WORK INSTRUCTIONS: Repeat the data exactly, please; no pictures belong in the copy.

DATA TO USE:
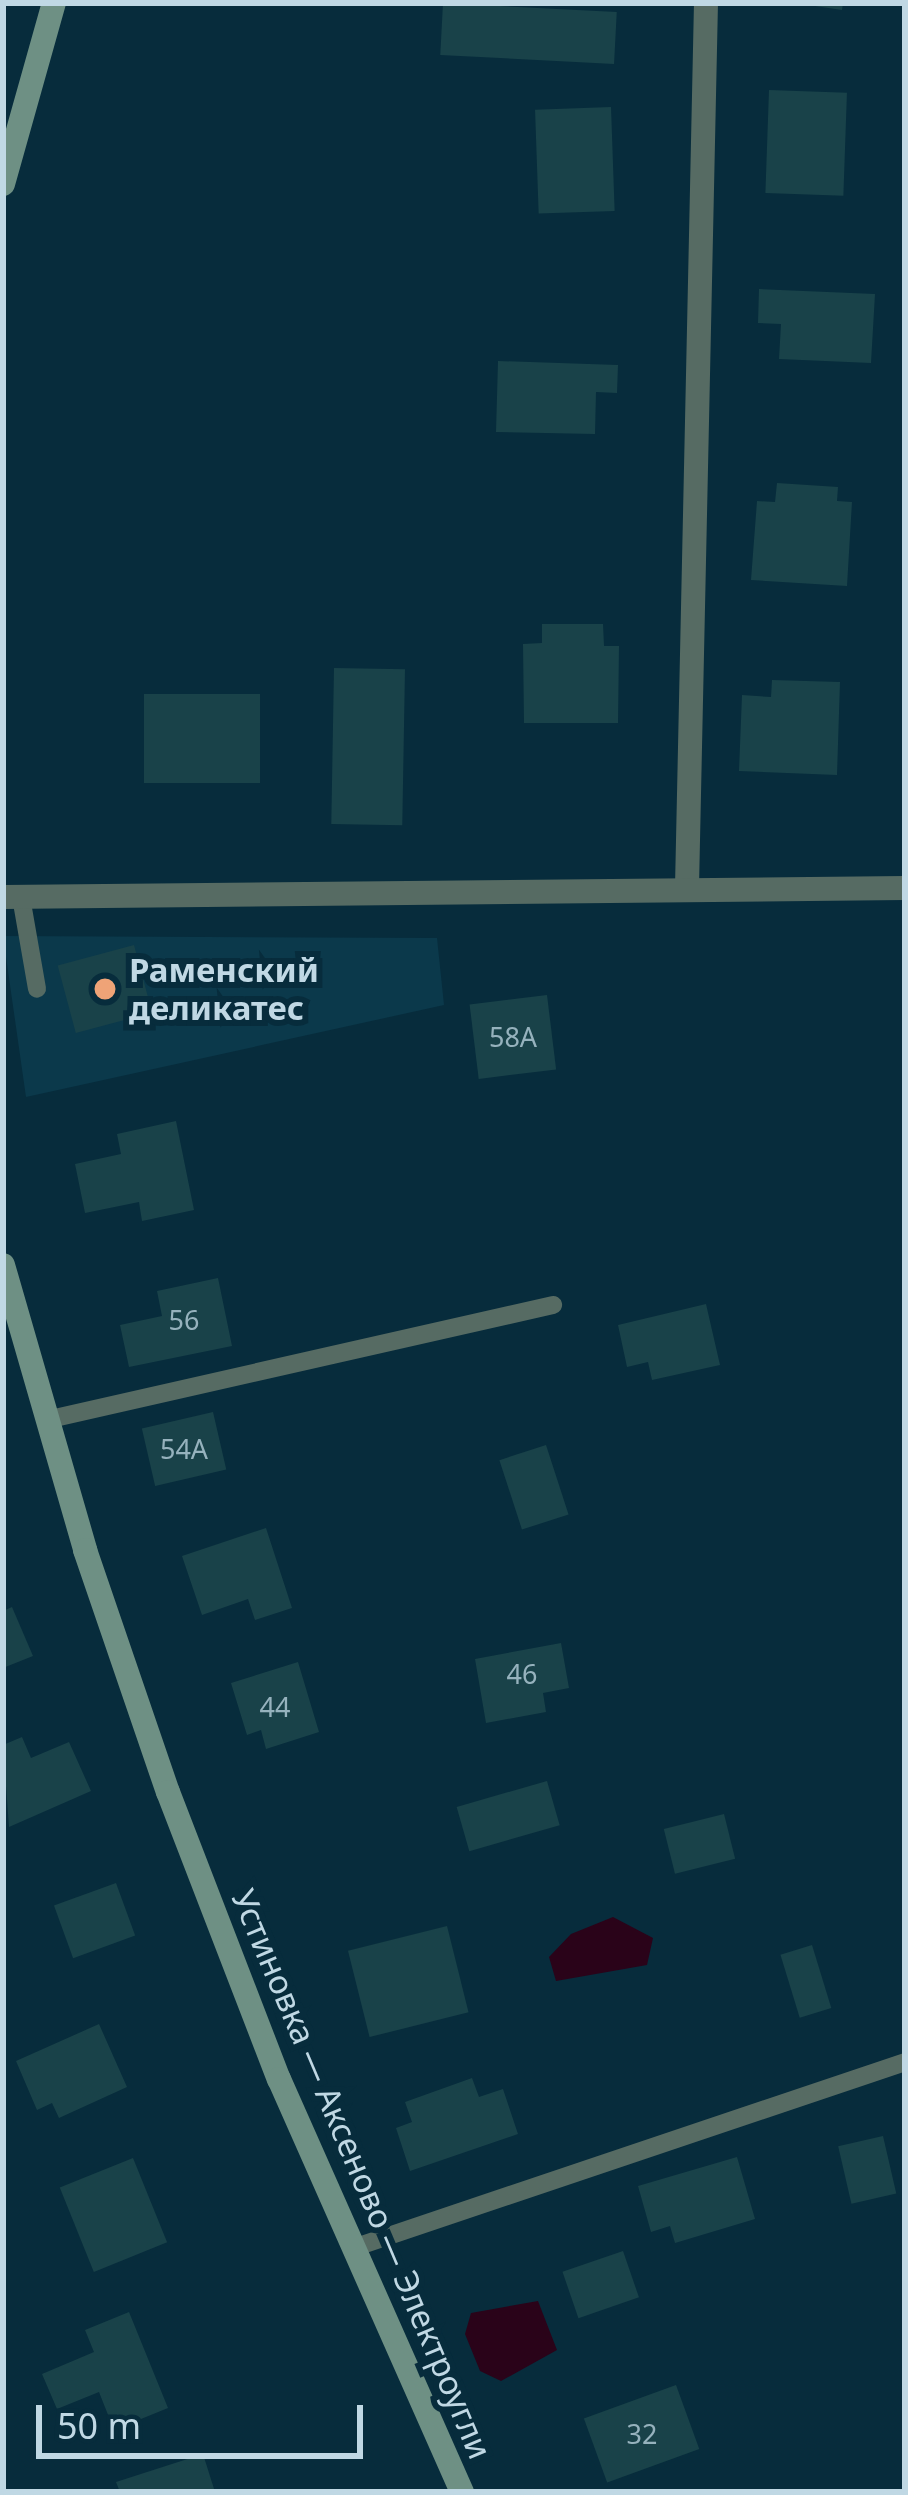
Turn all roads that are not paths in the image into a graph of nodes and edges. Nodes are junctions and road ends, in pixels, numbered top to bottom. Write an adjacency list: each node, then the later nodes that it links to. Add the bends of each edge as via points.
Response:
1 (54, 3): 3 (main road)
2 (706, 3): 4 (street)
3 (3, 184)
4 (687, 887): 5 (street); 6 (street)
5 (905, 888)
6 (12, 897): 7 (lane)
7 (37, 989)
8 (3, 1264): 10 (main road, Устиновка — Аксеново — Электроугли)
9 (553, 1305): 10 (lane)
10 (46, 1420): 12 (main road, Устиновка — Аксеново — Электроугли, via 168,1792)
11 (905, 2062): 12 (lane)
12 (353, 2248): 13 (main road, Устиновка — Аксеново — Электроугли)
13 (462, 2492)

TASK ANSWER:
Turn all roads that are not paths in the image into a graph of nodes and edges. Nodes are junctions and road ends, in pixels, numbered top to bottom. Write an adjacency list: each node, then the later nodes that it links to. Add the bends of each edge as via points.
Response:
1 (54, 3): 3 (main road)
2 (706, 3): 4 (street)
3 (3, 184)
4 (687, 887): 5 (street); 6 (street)
5 (905, 888)
6 (12, 897): 7 (lane)
7 (37, 989)
8 (3, 1264): 10 (main road, Устиновка — Аксеново — Электроугли)
9 (553, 1305): 10 (lane)
10 (46, 1420): 12 (main road, Устиновка — Аксеново — Электроугли, via 168,1792)
11 (905, 2062): 12 (lane)
12 (353, 2248): 13 (main road, Устиновка — Аксеново — Электроугли)
13 (462, 2492)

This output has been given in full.